Records from a collection
● ● ●
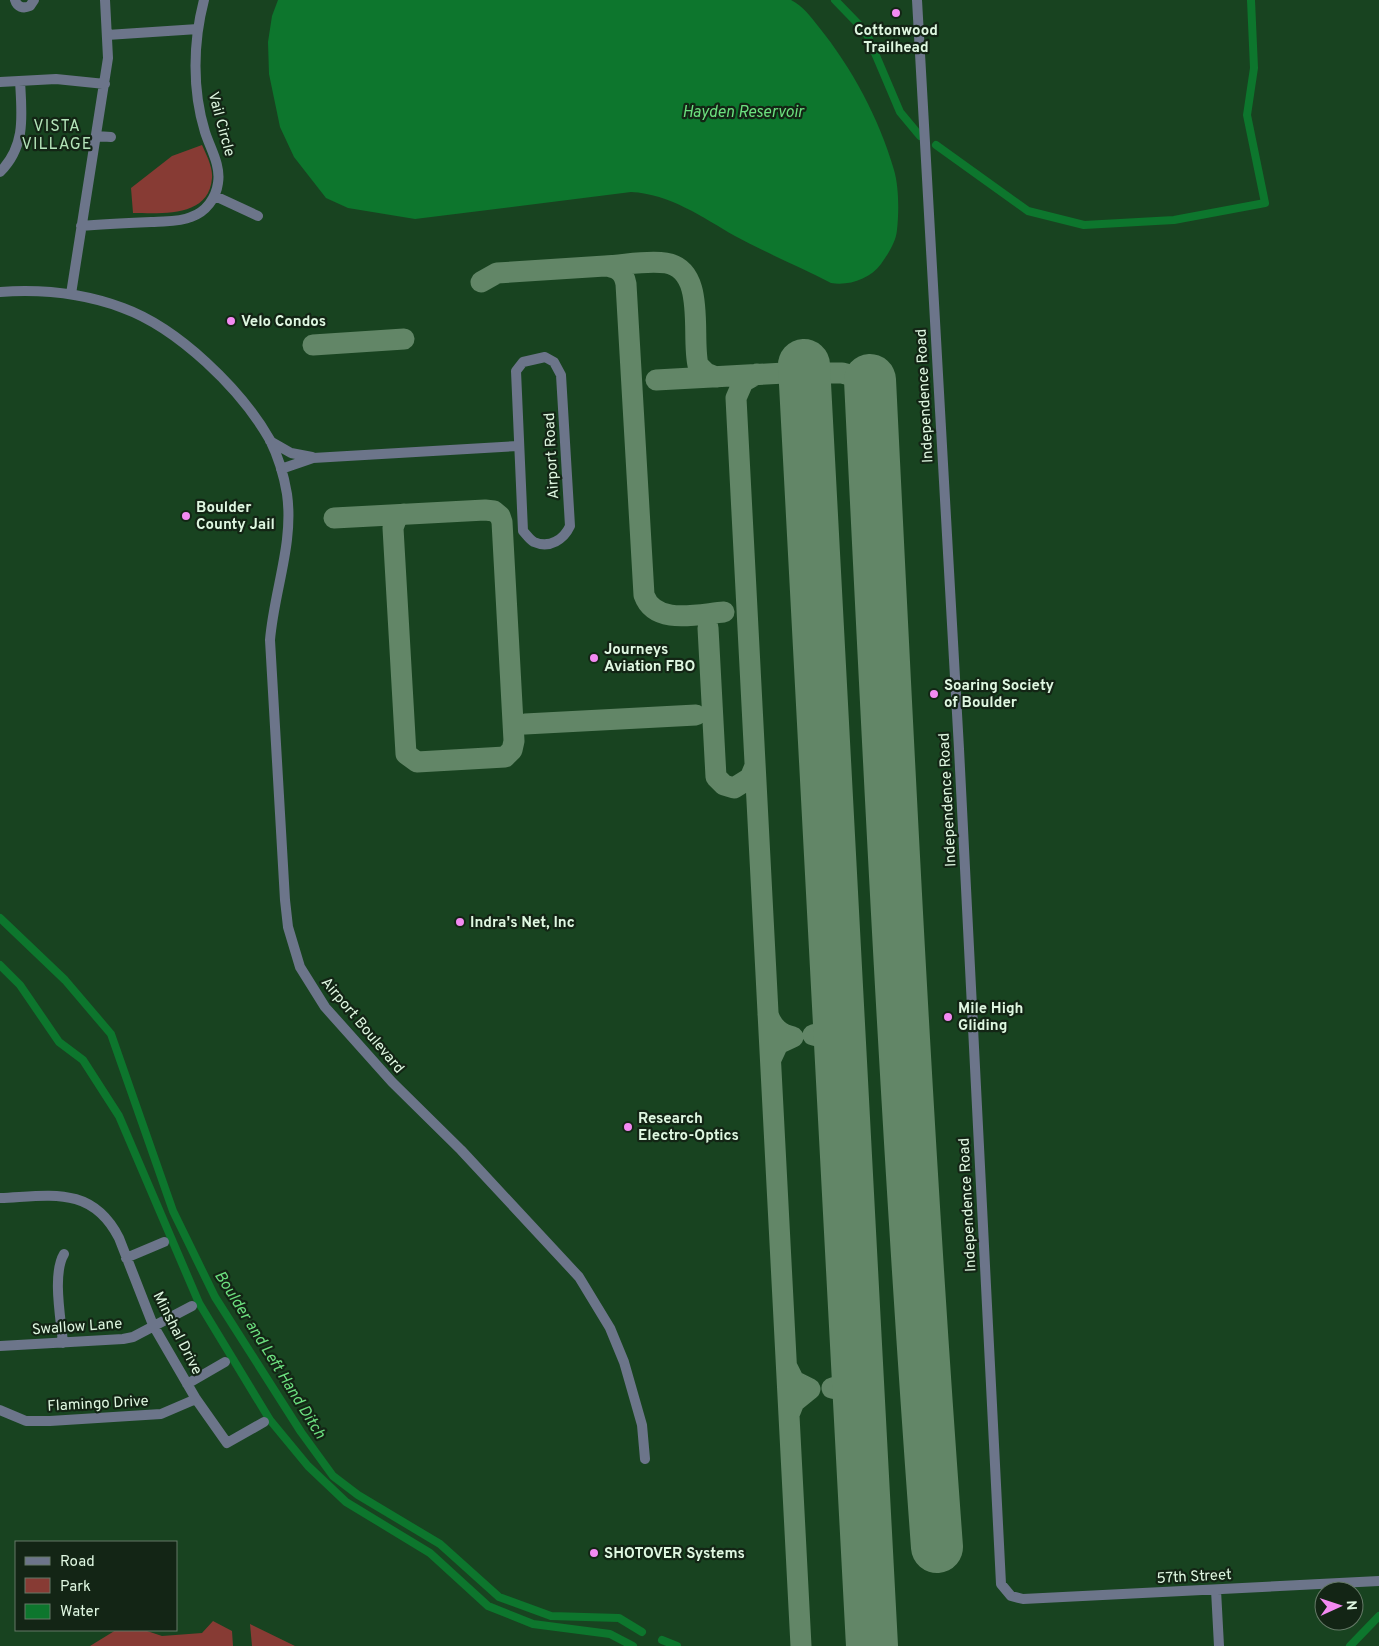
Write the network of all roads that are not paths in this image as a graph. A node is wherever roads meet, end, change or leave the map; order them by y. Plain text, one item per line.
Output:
1 (15, 0) edge
2 (34, 0) edge
3 (105, 0) edge
4 (204, 0) edge
5 (917, 0) edge
6 (198, 29) junction
7 (107, 35) junction
8 (20, 81) junction
9 (0, 82) edge
10 (104, 84) junction
11 (96, 136) junction
12 (111, 137) dead end
13 (0, 172) edge
14 (214, 196) junction
15 (258, 216) dead end
16 (81, 226) junction
17 (0, 292) edge
18 (71, 294) junction
19 (270, 441) junction
20 (518, 446) junction
21 (313, 458) junction
22 (281, 469) junction
23 (0, 1198) edge
24 (164, 1242) dead end
25 (64, 1254) dead end
26 (126, 1258) junction
27 (192, 1306) dead end
28 (153, 1325) junction
29 (63, 1343) junction
30 (0, 1346) edge
31 (225, 1362) dead end
32 (187, 1384) junction
33 (196, 1399) junction
34 (0, 1410) edge
35 (264, 1422) dead end
36 (645, 1459) dead end
37 (1379, 1581) edge
38 (1216, 1590) junction
39 (1011, 1596) joint
40 (1219, 1646) edge

1 - 2 street
3 - 7 street
4 - 6 street, Vail Circle
5 - 39 street, Independence Road
6 - 7 street
6 - 14 street, Vail Circle
7 - 10 street
8 - 9 street
8 - 10 street
8 - 13 street
10 - 11 street
11 - 12 street
11 - 16 street
14 - 15 street
14 - 16 street
16 - 18 street
17 - 18 street
18 - 19 street
19 - 21 street
19 - 22 street
20 - 20 street, Airport Road
20 - 21 street
21 - 22 street
22 - 36 street, Airport Boulevard
23 - 26 street, Minshal Drive
24 - 26 street
25 - 29 street
26 - 28 street, Minshal Drive
27 - 28 street, Swallow Lane
28 - 29 street, Swallow Lane
28 - 32 street, Minshal Drive
29 - 30 street, Swallow Lane
31 - 32 street
32 - 33 street, Minshal Drive
33 - 34 street, Flamingo Drive
33 - 35 street, Minshal Drive
37 - 38 street, 57th Street
38 - 39 street, 57th Street
38 - 40 street

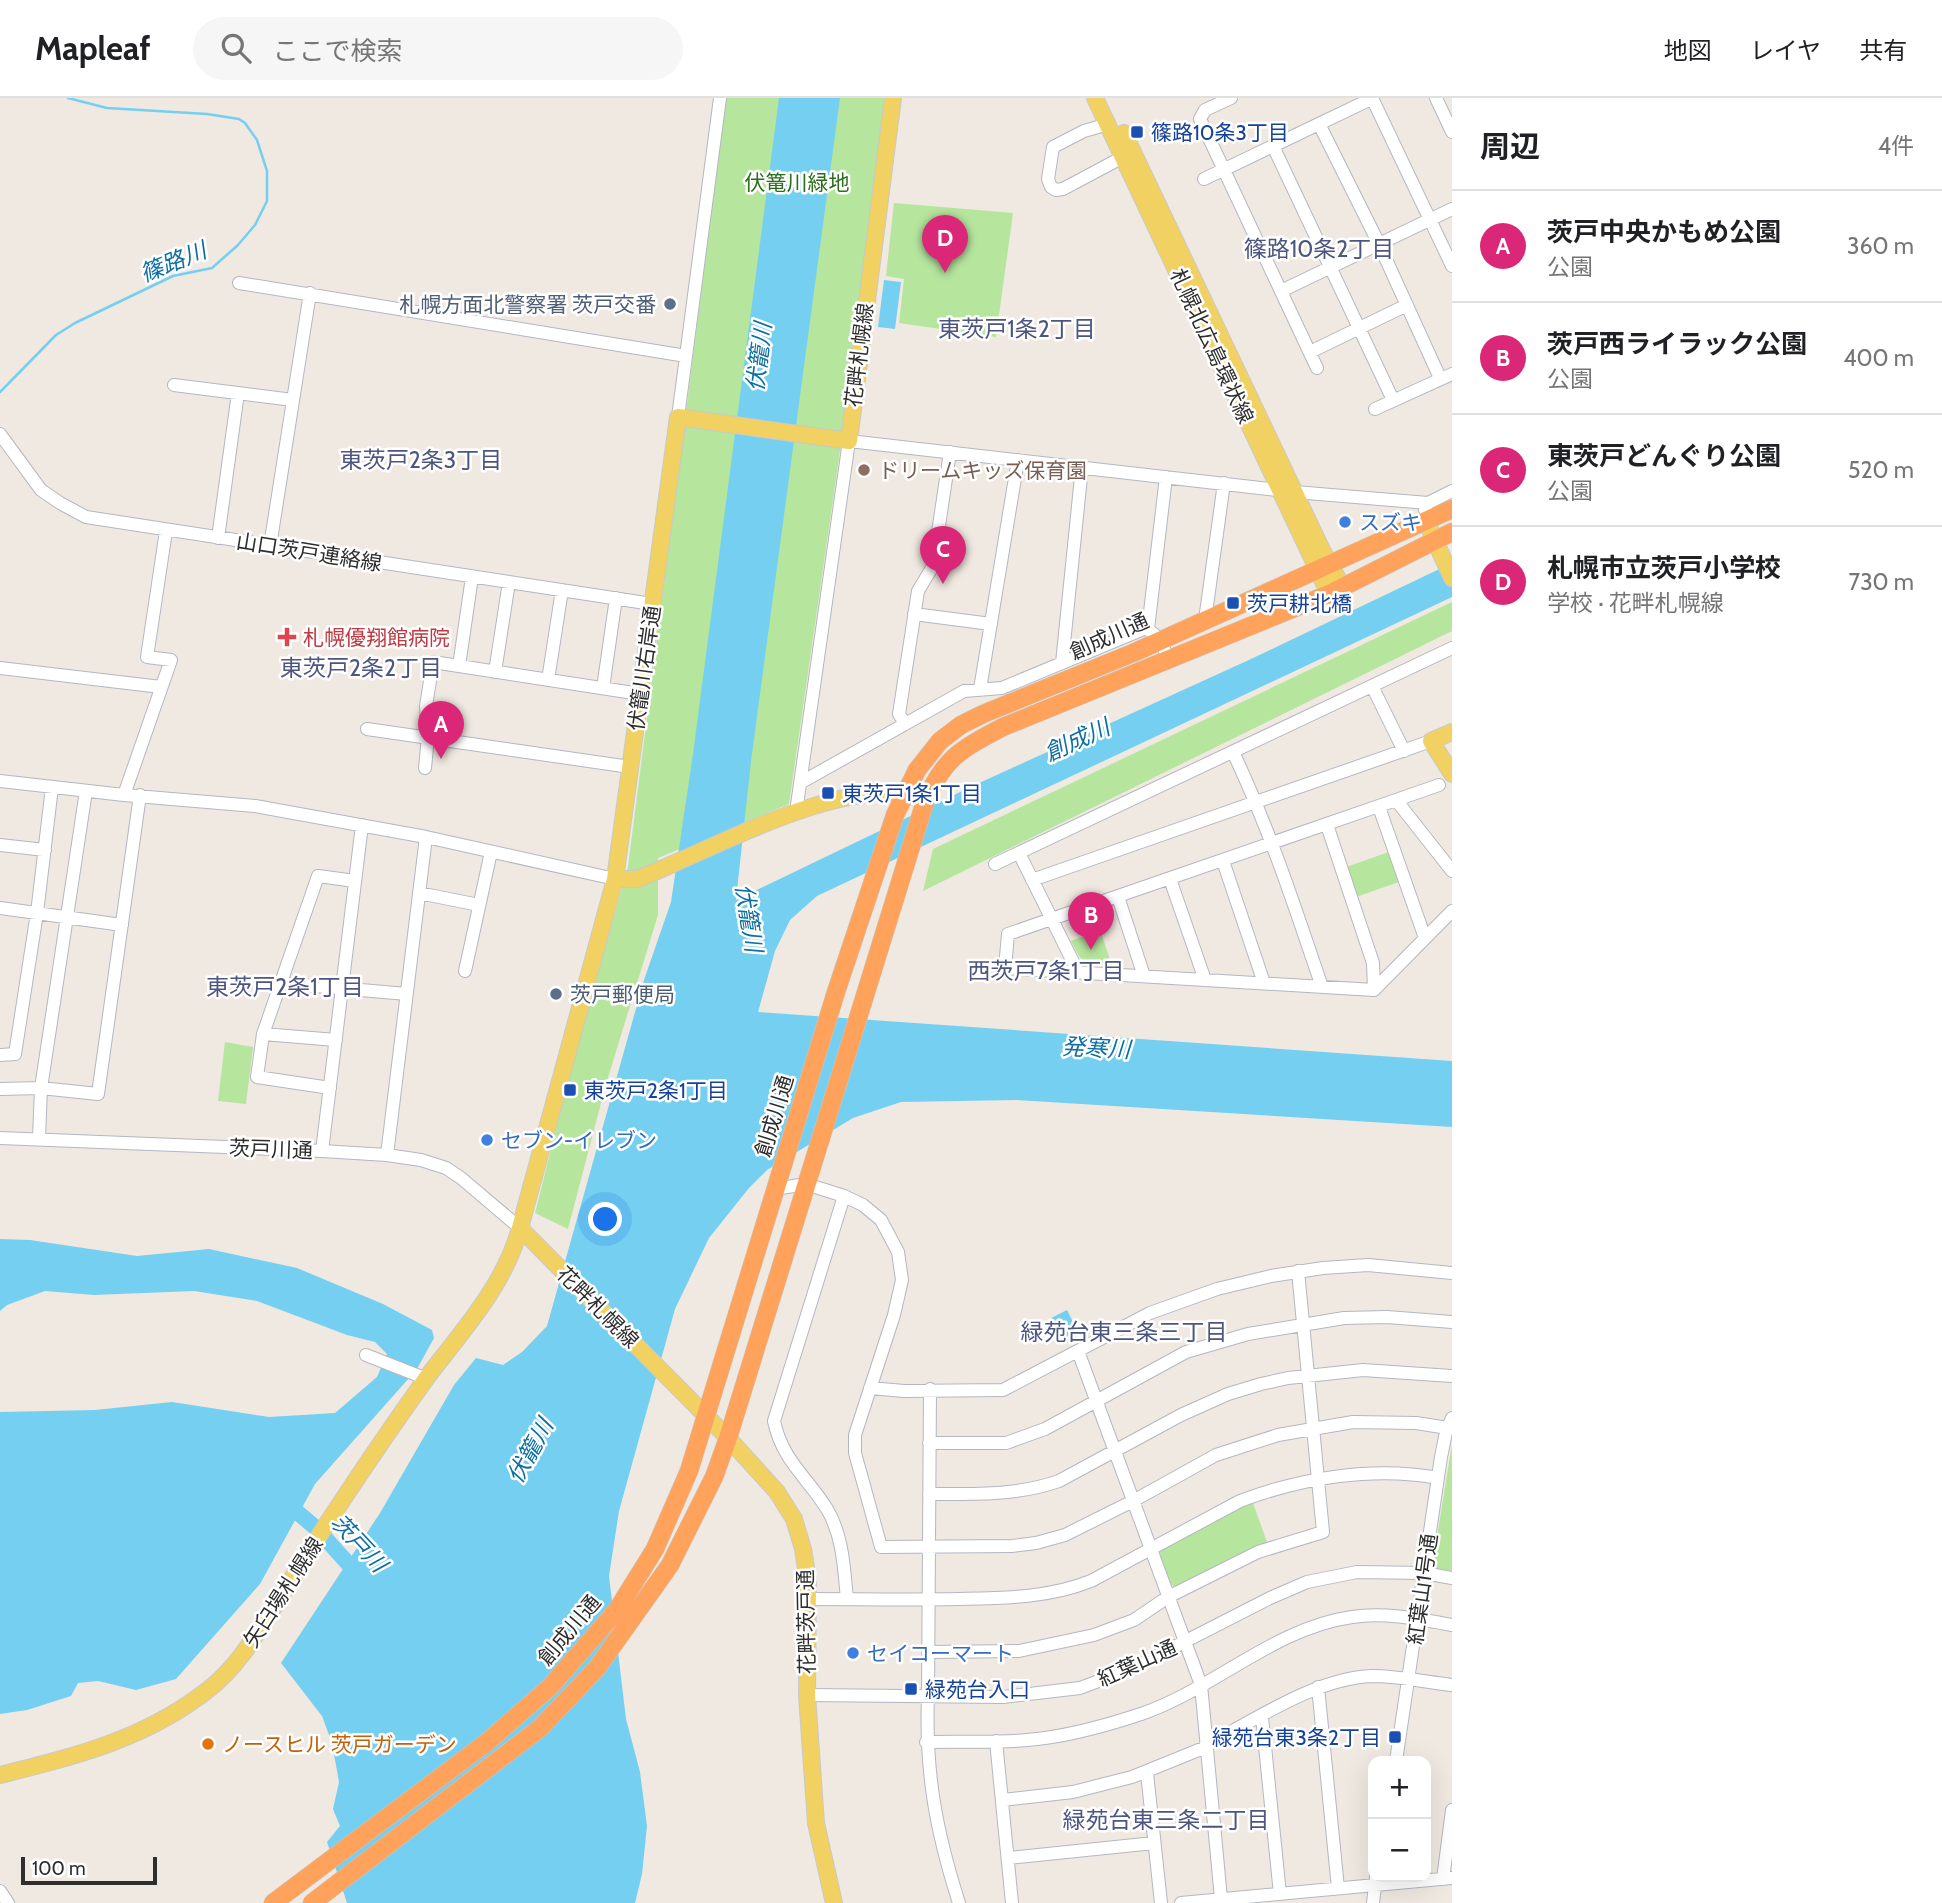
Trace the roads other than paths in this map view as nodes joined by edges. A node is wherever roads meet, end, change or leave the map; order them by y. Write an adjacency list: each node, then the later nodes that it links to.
● ● ●
▶ Goal of the exercise
Could you write out every line above exactly as it stands, with no images?

▶ The answer
Write the network of all roads that are not paths in this image as a graph. A node is wherever roads meet, end, change or leave the map; order them by y. Plain text, one item per line.
Output:
1 (15, 0) edge
2 (34, 0) edge
3 (105, 0) edge
4 (204, 0) edge
5 (917, 0) edge
6 (198, 29) junction
7 (107, 35) junction
8 (20, 81) junction
9 (0, 82) edge
10 (104, 84) junction
11 (96, 136) junction
12 (111, 137) dead end
13 (0, 172) edge
14 (214, 196) junction
15 (258, 216) dead end
16 (81, 226) junction
17 (0, 292) edge
18 (71, 294) junction
19 (270, 441) junction
20 (518, 446) junction
21 (313, 458) junction
22 (281, 469) junction
23 (0, 1198) edge
24 (164, 1242) dead end
25 (64, 1254) dead end
26 (126, 1258) junction
27 (192, 1306) dead end
28 (153, 1325) junction
29 (63, 1343) junction
30 (0, 1346) edge
31 (225, 1362) dead end
32 (187, 1384) junction
33 (196, 1399) junction
34 (0, 1410) edge
35 (264, 1422) dead end
36 (645, 1459) dead end
37 (1379, 1581) edge
38 (1216, 1590) junction
39 (1011, 1596) joint
40 (1219, 1646) edge

1 - 2 street
3 - 7 street
4 - 6 street, Vail Circle
5 - 39 street, Independence Road
6 - 7 street
6 - 14 street, Vail Circle
7 - 10 street
8 - 9 street
8 - 10 street
8 - 13 street
10 - 11 street
11 - 12 street
11 - 16 street
14 - 15 street
14 - 16 street
16 - 18 street
17 - 18 street
18 - 19 street
19 - 21 street
19 - 22 street
20 - 20 street, Airport Road
20 - 21 street
21 - 22 street
22 - 36 street, Airport Boulevard
23 - 26 street, Minshal Drive
24 - 26 street
25 - 29 street
26 - 28 street, Minshal Drive
27 - 28 street, Swallow Lane
28 - 29 street, Swallow Lane
28 - 32 street, Minshal Drive
29 - 30 street, Swallow Lane
31 - 32 street
32 - 33 street, Minshal Drive
33 - 34 street, Flamingo Drive
33 - 35 street, Minshal Drive
37 - 38 street, 57th Street
38 - 39 street, 57th Street
38 - 40 street

Trace the roads other than paths in this map view as nodes joined by edges. A node is wherever roads meet, end, change or leave the map; order them by y. Write an adjacency list: each node, then the later nodes that it links to.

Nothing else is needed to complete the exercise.